I'm using the NOUNZ data compiler on OSX (or Linux), which automatically generates a massive directory structure of static HTML files (hundreds of thousands and sometimes millions of files).
A simplified example of the generated directory tree looks something like the following...
Normally, if I want to move the entire tree to a remote web server, I simply tar and compress the tree, using the commands:
tar -cvf HTML.tar HTML
gzip HTML.tar
This generates a tar-ed and compressed file called HTML.tar.gz
I can then FTP or SCP the above file to the remote web server and I can simply uncompress an untar the file using the following commands:
gzip -d HTML.tar.gz
tar -xvf HTML.tar
This will result in the exact same file tree on the web server that was generated by the data compiler on the local machine.

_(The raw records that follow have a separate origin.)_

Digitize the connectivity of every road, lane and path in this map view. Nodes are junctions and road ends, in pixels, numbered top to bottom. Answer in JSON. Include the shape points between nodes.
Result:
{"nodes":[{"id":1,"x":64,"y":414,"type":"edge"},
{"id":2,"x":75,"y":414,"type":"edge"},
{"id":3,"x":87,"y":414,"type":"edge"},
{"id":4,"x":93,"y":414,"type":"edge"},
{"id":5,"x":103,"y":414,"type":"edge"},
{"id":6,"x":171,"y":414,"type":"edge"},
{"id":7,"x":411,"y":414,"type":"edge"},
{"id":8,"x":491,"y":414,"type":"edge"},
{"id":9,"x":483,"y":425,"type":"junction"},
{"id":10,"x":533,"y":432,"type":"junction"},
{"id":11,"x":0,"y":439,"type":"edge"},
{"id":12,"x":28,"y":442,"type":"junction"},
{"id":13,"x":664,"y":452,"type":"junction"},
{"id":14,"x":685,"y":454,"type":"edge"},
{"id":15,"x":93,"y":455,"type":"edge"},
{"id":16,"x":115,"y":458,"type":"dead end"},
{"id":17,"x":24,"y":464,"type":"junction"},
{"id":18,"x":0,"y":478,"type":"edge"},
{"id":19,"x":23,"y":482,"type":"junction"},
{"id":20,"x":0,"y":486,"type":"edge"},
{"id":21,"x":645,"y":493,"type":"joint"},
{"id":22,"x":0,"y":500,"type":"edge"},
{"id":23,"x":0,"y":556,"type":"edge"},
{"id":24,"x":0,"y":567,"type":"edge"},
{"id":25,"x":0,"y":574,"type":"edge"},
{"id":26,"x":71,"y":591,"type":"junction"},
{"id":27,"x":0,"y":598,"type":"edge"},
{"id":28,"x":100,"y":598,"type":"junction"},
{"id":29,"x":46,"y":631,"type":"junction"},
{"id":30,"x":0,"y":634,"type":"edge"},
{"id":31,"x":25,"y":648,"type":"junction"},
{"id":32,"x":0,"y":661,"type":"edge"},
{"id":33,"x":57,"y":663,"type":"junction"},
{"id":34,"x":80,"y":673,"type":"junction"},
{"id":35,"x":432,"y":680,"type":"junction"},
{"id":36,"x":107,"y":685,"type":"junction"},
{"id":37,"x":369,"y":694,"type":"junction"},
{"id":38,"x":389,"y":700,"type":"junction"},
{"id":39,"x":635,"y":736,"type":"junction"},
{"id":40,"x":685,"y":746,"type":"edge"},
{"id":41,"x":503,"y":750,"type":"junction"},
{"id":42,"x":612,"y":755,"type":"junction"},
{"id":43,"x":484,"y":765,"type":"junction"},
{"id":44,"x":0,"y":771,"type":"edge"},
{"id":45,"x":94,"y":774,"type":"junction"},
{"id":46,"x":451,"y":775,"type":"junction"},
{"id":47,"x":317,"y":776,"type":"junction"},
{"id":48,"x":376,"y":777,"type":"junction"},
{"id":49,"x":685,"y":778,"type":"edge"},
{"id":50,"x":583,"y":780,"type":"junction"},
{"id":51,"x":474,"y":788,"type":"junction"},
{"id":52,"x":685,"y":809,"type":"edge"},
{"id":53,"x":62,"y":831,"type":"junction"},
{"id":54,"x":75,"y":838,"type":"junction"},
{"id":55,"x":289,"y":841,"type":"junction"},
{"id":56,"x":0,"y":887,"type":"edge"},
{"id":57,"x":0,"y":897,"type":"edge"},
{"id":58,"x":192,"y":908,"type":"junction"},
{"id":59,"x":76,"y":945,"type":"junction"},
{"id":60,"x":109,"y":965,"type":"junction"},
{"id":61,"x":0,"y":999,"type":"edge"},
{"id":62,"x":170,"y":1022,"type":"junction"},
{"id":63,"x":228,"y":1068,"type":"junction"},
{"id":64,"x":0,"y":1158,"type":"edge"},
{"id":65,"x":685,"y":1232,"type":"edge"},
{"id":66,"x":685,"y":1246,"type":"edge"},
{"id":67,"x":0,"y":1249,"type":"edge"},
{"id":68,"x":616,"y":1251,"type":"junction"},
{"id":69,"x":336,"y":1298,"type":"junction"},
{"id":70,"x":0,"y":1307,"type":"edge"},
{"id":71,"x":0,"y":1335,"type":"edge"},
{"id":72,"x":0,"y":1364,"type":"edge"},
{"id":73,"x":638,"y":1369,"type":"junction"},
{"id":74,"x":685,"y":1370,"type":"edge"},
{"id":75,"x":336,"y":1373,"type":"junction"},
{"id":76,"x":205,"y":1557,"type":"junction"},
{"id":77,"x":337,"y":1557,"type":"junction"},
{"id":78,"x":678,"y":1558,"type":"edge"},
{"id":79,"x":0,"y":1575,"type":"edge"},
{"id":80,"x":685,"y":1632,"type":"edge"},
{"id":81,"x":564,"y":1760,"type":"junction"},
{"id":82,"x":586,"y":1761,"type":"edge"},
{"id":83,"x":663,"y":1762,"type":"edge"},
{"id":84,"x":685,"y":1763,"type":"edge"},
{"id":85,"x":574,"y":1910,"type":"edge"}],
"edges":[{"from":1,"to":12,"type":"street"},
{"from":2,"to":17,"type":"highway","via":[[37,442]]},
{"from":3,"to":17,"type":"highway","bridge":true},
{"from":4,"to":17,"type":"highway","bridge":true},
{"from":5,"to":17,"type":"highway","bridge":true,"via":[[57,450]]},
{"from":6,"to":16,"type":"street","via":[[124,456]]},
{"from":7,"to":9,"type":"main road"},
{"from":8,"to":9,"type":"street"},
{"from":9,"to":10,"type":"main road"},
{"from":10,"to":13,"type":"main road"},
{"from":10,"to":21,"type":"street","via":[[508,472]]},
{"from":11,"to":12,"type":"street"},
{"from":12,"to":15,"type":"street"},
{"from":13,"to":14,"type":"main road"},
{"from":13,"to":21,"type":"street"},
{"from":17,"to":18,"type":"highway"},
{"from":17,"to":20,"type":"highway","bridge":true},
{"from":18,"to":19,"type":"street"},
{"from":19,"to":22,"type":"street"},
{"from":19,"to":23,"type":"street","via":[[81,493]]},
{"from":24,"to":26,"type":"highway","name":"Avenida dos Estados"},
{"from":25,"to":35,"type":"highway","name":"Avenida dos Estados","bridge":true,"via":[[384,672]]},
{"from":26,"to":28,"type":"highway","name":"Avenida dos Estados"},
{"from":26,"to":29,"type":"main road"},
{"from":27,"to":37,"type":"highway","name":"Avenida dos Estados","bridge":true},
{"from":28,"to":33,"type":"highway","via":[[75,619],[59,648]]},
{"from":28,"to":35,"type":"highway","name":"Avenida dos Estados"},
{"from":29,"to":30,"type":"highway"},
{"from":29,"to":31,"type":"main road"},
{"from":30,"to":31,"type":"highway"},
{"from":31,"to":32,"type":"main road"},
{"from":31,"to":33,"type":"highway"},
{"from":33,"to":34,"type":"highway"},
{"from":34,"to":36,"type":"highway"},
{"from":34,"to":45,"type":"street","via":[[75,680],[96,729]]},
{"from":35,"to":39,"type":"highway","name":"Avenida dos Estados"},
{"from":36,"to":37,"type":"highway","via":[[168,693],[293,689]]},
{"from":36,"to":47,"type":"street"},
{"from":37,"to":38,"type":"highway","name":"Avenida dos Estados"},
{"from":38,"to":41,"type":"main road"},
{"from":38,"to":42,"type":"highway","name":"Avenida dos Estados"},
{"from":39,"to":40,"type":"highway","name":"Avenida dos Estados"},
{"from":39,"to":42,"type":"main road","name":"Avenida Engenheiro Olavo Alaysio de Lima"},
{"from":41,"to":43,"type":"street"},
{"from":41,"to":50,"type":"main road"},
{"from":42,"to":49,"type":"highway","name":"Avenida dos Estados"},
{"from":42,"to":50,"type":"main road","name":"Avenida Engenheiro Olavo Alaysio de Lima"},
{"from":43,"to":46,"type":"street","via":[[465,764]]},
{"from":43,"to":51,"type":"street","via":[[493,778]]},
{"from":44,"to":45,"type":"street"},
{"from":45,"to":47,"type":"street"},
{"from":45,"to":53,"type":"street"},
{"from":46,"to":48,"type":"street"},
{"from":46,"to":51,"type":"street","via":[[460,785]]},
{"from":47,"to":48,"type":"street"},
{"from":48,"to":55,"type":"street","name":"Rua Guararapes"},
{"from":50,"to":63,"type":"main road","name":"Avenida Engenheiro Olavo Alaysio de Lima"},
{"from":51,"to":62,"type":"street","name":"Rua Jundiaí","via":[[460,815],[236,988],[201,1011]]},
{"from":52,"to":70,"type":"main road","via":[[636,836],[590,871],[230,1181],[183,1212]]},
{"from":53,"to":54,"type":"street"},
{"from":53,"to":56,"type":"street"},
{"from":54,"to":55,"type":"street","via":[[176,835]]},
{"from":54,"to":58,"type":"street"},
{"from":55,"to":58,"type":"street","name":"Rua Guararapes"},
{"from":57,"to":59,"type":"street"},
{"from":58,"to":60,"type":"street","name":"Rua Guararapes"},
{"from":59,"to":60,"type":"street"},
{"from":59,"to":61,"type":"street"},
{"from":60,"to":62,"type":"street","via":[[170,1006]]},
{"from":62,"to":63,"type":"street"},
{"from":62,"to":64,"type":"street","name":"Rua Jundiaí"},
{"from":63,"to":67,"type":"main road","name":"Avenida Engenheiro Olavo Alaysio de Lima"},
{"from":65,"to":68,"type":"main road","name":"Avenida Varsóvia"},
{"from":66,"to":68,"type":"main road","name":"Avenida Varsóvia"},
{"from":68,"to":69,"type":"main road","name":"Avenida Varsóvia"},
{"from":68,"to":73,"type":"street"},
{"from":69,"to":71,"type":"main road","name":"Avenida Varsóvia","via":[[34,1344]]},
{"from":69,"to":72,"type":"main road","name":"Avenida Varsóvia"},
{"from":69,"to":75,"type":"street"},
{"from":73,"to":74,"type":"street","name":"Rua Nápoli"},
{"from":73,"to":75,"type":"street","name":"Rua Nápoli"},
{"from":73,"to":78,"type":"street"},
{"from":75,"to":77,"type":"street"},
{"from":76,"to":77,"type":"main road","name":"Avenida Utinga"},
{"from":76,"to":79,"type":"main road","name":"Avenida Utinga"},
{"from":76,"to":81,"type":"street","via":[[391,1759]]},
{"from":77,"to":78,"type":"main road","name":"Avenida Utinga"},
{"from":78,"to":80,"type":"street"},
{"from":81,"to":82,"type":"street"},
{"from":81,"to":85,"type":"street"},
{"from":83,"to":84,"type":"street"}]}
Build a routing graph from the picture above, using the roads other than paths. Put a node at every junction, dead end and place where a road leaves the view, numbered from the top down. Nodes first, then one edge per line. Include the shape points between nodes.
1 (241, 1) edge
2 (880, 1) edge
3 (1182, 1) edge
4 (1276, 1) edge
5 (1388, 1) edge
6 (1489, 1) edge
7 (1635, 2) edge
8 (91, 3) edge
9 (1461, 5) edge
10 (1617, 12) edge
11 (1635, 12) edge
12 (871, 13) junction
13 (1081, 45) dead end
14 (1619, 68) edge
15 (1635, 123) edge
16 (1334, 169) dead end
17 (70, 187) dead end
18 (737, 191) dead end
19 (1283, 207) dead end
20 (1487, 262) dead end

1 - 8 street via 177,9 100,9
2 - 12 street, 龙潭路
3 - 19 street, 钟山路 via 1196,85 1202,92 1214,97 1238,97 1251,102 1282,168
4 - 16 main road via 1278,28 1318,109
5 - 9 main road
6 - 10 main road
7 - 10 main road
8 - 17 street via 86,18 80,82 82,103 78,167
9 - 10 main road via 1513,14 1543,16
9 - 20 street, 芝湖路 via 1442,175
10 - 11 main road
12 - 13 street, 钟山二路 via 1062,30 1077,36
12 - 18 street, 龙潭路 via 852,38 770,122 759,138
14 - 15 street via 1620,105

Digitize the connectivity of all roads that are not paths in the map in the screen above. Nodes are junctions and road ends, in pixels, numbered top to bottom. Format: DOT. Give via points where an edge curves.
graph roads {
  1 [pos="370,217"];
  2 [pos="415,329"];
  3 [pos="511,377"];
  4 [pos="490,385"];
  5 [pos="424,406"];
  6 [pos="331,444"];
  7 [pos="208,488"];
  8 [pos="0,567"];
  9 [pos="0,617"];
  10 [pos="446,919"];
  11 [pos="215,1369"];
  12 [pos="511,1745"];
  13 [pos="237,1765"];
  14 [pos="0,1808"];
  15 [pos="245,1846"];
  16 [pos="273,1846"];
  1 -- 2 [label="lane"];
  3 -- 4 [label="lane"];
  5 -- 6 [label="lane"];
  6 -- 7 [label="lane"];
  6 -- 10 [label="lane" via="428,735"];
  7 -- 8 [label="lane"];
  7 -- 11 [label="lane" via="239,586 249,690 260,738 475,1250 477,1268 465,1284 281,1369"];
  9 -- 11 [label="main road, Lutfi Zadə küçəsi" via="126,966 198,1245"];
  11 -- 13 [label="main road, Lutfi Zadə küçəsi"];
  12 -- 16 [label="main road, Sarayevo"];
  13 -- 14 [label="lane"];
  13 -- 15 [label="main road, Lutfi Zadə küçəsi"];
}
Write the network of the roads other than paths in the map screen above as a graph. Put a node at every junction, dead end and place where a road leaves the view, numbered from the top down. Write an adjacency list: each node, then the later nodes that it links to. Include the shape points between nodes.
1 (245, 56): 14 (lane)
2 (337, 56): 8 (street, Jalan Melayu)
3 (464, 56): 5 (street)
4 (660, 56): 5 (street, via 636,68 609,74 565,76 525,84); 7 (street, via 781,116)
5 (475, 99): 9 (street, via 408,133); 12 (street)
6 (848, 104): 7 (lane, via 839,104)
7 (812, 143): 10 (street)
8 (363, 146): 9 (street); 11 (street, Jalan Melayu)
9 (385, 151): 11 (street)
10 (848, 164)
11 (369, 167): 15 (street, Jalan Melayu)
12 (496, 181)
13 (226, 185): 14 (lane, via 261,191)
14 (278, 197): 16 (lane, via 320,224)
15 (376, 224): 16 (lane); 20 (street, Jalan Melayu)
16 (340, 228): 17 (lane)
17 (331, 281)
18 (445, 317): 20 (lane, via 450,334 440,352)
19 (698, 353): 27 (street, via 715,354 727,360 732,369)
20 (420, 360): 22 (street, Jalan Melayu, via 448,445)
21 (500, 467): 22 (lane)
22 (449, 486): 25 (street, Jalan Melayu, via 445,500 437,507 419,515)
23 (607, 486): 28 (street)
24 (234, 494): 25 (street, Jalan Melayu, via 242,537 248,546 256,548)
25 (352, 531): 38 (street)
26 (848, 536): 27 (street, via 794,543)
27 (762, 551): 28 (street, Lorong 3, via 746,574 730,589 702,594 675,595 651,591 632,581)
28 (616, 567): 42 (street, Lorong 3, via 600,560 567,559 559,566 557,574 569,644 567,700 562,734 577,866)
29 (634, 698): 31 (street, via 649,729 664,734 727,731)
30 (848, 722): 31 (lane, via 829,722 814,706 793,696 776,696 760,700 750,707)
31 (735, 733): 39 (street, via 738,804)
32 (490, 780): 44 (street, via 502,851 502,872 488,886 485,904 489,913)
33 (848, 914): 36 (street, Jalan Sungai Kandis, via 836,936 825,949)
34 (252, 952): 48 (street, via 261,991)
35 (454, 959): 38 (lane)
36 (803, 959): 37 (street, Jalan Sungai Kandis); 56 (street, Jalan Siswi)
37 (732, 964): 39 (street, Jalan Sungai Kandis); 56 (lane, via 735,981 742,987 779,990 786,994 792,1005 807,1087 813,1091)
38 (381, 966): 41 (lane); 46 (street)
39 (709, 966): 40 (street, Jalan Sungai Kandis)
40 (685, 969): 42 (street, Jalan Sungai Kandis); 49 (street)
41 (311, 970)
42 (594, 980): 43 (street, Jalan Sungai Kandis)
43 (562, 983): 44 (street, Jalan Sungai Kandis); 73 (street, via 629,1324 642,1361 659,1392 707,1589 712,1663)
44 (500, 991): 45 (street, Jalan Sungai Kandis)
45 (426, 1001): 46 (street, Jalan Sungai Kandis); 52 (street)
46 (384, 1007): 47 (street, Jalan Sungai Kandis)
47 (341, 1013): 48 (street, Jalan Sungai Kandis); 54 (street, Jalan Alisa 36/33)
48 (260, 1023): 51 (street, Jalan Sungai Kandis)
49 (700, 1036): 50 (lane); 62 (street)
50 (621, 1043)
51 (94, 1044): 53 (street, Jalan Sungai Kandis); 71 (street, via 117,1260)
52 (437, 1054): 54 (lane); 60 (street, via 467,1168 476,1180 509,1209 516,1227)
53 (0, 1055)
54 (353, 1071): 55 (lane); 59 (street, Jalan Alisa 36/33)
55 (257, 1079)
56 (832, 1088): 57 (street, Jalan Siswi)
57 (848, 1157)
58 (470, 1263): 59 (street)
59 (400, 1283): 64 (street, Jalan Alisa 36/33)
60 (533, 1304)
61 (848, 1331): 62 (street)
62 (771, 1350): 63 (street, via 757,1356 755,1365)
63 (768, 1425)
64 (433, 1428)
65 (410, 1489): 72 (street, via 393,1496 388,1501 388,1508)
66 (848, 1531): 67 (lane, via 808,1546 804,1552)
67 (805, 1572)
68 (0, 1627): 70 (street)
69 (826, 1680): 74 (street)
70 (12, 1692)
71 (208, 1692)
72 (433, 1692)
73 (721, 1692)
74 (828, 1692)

THE PROBLEM: I'd like to mimic the same behavior as above using Amazon Web Services (AWS) Simple Storage Solution (S3).
MY QUESTION: What is the best way to mimic the same (or similar behavior), where I can move the entire tar-ed and compressed tree from a local server to AWS S3, and then uncompress and untar my file to recreate the entire directory structure?
The tar
and gzip
commands are not a part of the S3 CLI API so I need to find a solid way of moving a directory structure that can contain millions of files (which will happen possibly once a day). It would be VERY slow to move and recreate everything without first tar-ing and compressing.
NOTE: Just an FYI that when the data compiler runs, it always deletes the entire old tree and regenerates an entire new tree, resulting in completely new inodes for all directories and files. This means "incremental" copies and syncs are not viable. I need to move the whole tree, each time.